§ **What the task requires**
From the entries below, gather every line containing the string "dead".

§ **Stored data**

-- Opening Marker --

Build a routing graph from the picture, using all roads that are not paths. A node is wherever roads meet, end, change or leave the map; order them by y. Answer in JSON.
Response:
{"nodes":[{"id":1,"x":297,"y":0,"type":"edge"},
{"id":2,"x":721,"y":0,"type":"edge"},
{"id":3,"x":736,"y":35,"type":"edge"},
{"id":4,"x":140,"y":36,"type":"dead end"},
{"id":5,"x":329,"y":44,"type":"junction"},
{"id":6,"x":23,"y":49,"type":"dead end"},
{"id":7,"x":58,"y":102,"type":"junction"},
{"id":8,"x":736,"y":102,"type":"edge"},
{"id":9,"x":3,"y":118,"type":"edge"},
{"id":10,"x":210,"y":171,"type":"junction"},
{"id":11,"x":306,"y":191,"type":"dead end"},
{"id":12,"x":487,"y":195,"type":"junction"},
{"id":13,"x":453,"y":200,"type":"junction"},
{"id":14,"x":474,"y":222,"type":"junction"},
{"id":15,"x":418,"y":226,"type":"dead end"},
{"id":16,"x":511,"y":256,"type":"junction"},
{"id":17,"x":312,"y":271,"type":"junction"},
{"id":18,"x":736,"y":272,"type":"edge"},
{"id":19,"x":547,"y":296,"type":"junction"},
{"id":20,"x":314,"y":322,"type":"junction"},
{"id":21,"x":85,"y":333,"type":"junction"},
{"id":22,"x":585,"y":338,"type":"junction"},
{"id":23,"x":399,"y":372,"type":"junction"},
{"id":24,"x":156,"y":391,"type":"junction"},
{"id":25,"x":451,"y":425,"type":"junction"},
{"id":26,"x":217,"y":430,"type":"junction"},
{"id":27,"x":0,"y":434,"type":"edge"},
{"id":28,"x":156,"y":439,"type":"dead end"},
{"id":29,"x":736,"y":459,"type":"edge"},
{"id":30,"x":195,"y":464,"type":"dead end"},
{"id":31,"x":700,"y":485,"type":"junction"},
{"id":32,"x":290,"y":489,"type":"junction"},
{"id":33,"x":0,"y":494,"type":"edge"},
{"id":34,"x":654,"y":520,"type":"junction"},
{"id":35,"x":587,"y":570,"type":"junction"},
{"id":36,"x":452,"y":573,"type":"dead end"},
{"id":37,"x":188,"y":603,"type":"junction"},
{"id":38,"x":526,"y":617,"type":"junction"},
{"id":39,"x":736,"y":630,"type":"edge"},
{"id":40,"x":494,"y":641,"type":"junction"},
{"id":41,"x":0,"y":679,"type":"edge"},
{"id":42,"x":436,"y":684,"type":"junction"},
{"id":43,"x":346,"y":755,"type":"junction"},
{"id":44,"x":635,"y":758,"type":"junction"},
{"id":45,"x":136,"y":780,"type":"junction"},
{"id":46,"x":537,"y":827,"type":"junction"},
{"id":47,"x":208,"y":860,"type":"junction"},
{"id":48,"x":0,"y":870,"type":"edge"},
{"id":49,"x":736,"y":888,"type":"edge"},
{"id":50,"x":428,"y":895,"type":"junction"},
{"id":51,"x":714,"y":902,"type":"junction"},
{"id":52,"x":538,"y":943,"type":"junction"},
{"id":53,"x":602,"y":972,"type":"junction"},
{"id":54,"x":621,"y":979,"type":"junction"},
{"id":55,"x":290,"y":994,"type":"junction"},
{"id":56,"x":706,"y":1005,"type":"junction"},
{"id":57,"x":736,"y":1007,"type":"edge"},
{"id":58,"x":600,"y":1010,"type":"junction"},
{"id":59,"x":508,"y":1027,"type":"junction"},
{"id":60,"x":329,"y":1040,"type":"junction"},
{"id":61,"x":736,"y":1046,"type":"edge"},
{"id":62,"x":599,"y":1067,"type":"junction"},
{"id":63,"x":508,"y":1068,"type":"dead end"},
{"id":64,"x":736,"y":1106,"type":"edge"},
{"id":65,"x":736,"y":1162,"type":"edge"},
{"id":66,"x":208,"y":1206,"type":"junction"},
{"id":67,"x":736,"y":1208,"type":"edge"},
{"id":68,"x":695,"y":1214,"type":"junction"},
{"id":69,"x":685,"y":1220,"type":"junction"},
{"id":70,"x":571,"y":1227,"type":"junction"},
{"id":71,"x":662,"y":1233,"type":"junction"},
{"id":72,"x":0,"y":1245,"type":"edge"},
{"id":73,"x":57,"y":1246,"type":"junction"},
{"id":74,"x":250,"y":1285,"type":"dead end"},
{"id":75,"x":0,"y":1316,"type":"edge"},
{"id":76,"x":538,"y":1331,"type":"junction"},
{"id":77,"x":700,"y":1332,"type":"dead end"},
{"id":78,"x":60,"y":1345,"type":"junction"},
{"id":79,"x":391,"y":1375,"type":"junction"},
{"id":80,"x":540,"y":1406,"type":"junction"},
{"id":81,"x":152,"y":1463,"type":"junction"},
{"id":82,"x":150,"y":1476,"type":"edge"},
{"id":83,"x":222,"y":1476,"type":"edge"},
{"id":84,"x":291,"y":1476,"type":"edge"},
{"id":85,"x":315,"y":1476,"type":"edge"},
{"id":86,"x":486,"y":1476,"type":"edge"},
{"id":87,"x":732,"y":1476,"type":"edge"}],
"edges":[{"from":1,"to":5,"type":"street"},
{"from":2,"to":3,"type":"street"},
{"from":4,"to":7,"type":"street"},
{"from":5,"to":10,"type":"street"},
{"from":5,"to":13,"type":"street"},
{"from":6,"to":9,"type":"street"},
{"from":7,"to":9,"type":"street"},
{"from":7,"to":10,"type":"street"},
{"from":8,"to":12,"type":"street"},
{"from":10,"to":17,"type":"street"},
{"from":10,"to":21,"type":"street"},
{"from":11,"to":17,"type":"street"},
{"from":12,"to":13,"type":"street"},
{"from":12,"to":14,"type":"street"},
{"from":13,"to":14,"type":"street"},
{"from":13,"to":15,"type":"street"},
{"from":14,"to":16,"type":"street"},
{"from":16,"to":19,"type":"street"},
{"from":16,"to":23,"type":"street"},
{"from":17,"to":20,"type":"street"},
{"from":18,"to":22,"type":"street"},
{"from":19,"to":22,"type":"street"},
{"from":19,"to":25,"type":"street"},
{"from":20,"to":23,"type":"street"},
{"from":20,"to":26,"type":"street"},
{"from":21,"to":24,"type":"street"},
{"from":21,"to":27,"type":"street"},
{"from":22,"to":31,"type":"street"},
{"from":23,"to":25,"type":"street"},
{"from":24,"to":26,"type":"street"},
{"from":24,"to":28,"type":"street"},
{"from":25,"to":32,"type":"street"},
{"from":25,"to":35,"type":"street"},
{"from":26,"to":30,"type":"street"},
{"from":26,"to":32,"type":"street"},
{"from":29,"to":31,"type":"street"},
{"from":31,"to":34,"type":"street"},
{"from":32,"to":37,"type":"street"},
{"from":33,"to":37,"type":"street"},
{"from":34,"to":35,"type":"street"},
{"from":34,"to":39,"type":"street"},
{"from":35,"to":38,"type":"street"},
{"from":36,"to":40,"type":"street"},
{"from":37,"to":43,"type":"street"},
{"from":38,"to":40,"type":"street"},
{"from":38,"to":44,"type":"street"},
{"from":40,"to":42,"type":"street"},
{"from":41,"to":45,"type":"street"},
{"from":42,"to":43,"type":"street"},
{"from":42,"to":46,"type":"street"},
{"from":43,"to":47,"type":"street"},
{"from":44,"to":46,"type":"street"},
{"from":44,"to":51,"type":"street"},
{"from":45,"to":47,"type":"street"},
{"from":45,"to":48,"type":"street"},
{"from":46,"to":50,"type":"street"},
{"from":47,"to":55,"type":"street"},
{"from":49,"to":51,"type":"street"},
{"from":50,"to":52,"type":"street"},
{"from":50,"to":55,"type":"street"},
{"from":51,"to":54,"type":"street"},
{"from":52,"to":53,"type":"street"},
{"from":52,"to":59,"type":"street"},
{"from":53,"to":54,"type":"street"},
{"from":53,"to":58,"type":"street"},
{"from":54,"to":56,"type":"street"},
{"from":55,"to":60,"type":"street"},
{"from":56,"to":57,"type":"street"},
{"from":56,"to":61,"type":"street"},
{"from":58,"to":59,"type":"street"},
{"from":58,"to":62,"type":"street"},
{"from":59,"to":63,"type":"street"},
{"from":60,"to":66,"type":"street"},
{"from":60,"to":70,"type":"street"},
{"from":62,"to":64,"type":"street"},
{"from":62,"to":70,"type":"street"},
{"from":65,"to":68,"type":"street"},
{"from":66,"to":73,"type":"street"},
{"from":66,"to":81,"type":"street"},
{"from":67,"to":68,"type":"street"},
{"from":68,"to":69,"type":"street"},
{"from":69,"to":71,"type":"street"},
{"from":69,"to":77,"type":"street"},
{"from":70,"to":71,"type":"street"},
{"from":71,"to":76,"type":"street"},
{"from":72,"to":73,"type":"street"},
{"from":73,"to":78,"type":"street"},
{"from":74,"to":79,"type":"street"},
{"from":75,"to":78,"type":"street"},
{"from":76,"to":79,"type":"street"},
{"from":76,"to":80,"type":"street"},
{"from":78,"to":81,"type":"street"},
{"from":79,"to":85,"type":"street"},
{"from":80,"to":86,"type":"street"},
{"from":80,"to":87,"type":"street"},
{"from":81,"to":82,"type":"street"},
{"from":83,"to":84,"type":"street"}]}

-- Closing Marker --

§ **Final answer**
{"id":4,"x":140,"y":36,"type":"dead end"},
{"id":6,"x":23,"y":49,"type":"dead end"},
{"id":11,"x":306,"y":191,"type":"dead end"},
{"id":15,"x":418,"y":226,"type":"dead end"},
{"id":28,"x":156,"y":439,"type":"dead end"},
{"id":30,"x":195,"y":464,"type":"dead end"},
{"id":36,"x":452,"y":573,"type":"dead end"},
{"id":63,"x":508,"y":1068,"type":"dead end"},
{"id":74,"x":250,"y":1285,"type":"dead end"},
{"id":77,"x":700,"y":1332,"type":"dead end"},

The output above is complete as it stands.